**Task description**
Nothing but the records, copied exactly and stripped of pictures, should be in the answer.
*** Extracted information Section Begins ***
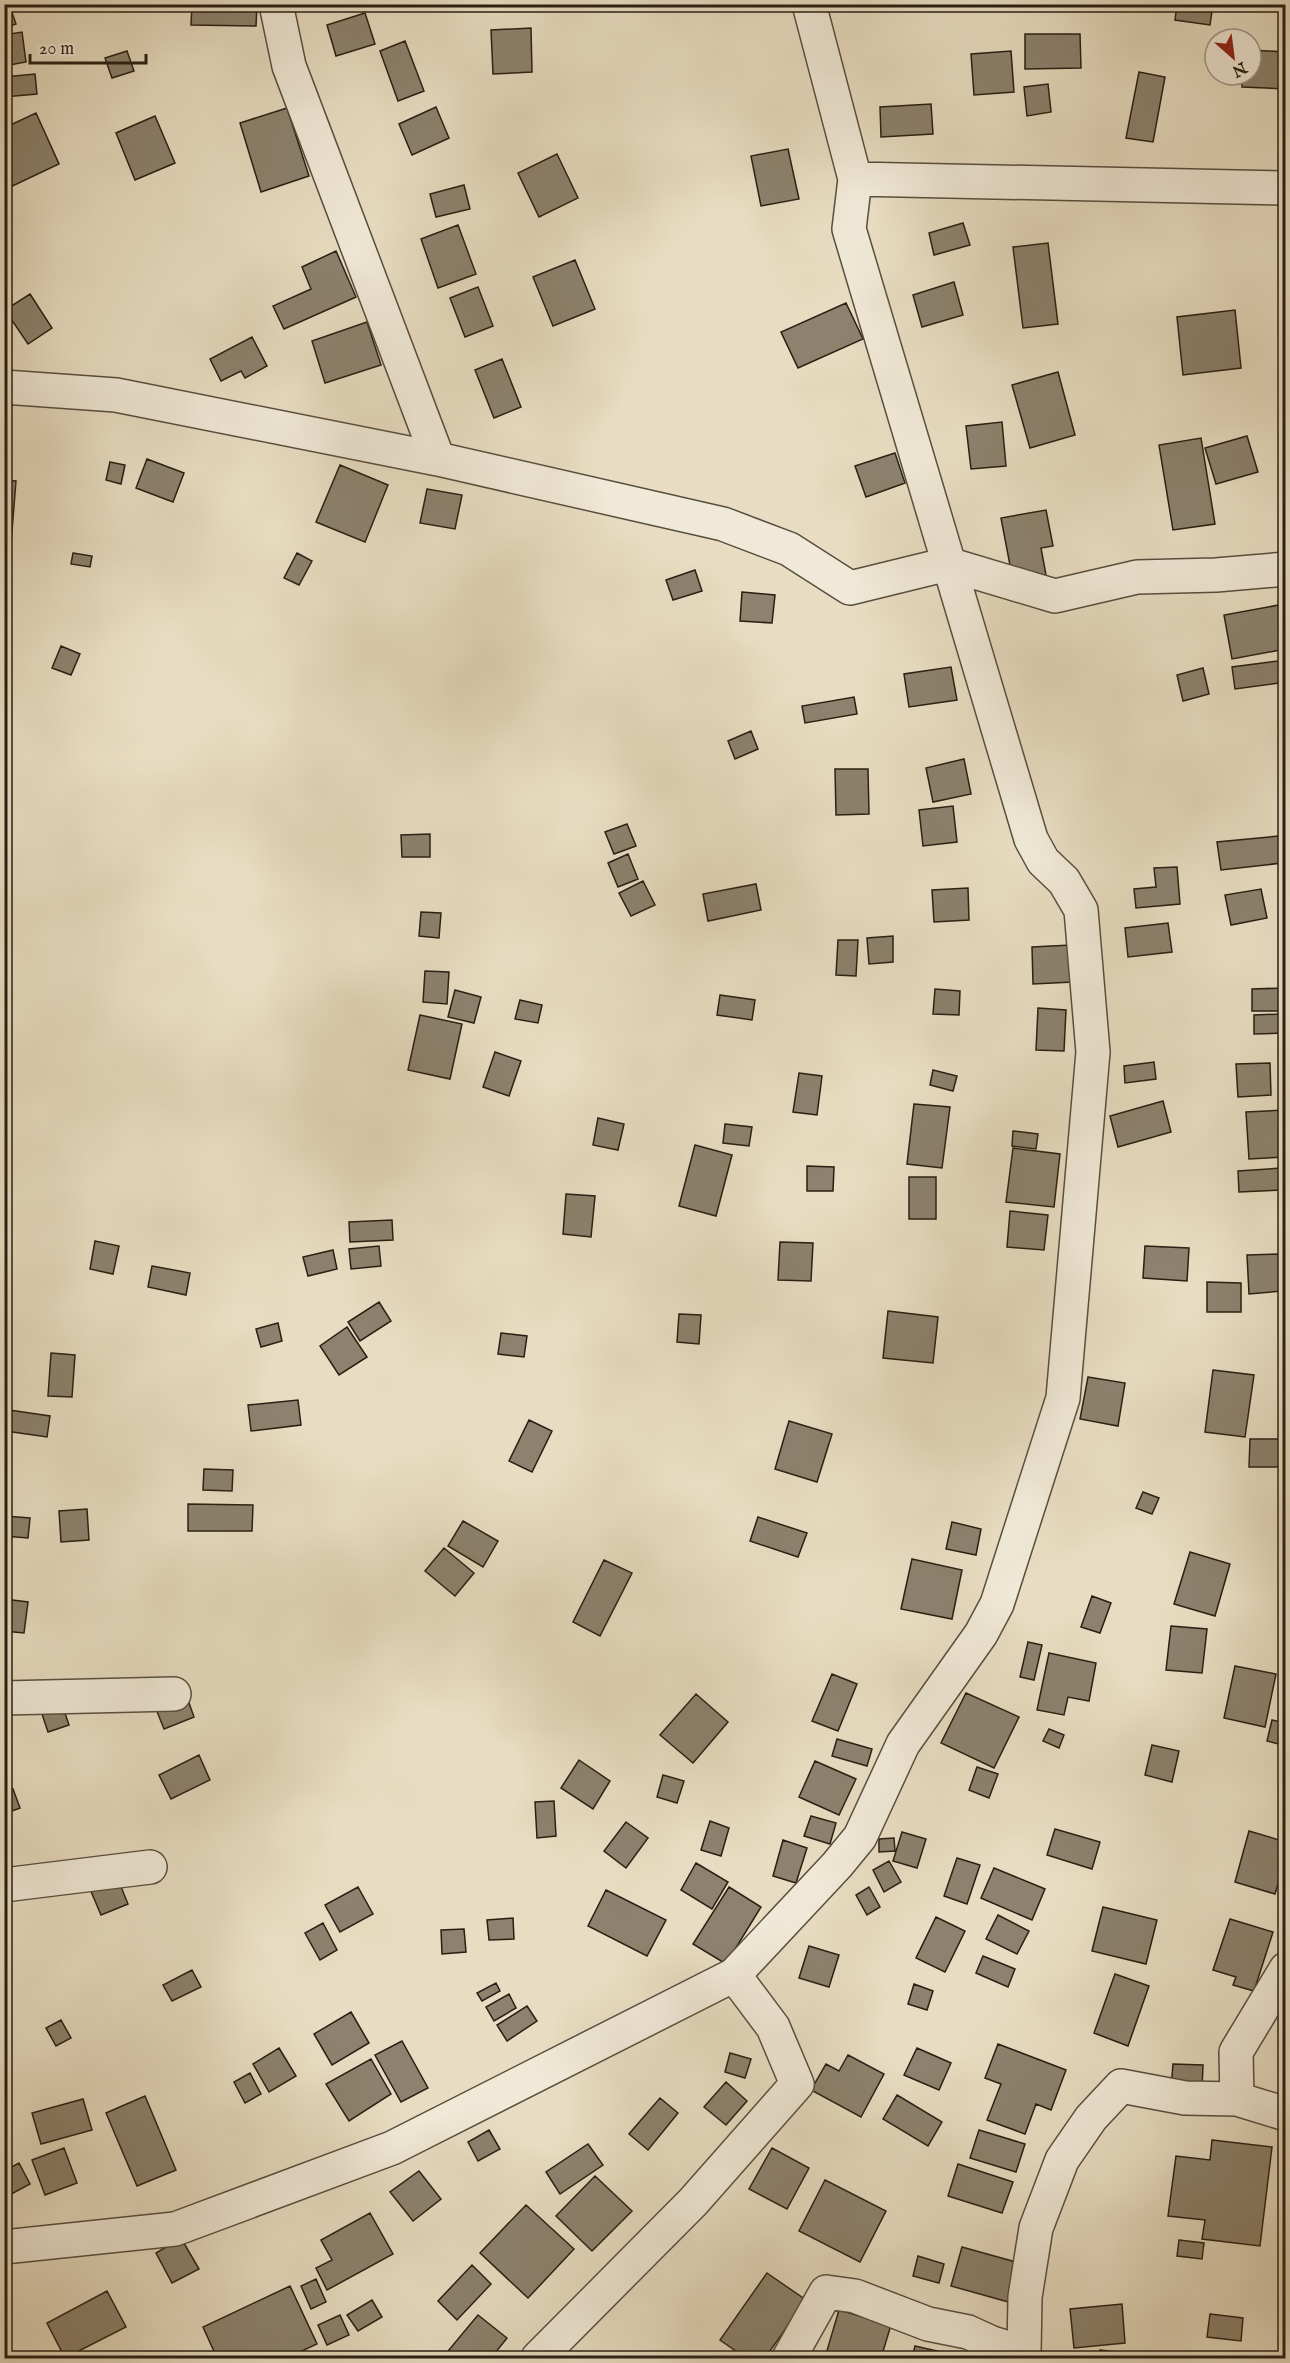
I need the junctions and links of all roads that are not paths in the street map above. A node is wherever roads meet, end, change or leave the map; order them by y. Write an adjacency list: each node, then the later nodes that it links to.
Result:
1 (276, 4): 6 (street)
2 (809, 4): 3 (street)
3 (855, 179): 4 (street); 7 (street)
4 (1286, 188)
5 (4, 387): 6 (street)
6 (438, 459): 7 (street)
7 (948, 564): 8 (street); 14 (street)
8 (1286, 569)
9 (174, 1694): 10 (street)
10 (4, 1698)
11 (150, 1867): 12 (street)
12 (4, 1885)
13 (1286, 1969): 15 (street)
14 (734, 1975): 17 (street); 18 (street)
15 (1237, 2099): 16 (street); 19 (street)
16 (1286, 2114)
17 (4, 2247)
18 (538, 2358)
19 (789, 2358)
*** Extracted information Section Ends ***
**Result of the task**
I need the junctions and links of all roads that are not paths in the street map above. A node is wherever roads meet, end, change or leave the map; order them by y. Write an adjacency list: each node, then the later nodes that it links to.
Result:
1 (276, 4): 6 (street)
2 (809, 4): 3 (street)
3 (855, 179): 4 (street); 7 (street)
4 (1286, 188)
5 (4, 387): 6 (street)
6 (438, 459): 7 (street)
7 (948, 564): 8 (street); 14 (street)
8 (1286, 569)
9 (174, 1694): 10 (street)
10 (4, 1698)
11 (150, 1867): 12 (street)
12 (4, 1885)
13 (1286, 1969): 15 (street)
14 (734, 1975): 17 (street); 18 (street)
15 (1237, 2099): 16 (street); 19 (street)
16 (1286, 2114)
17 (4, 2247)
18 (538, 2358)
19 (789, 2358)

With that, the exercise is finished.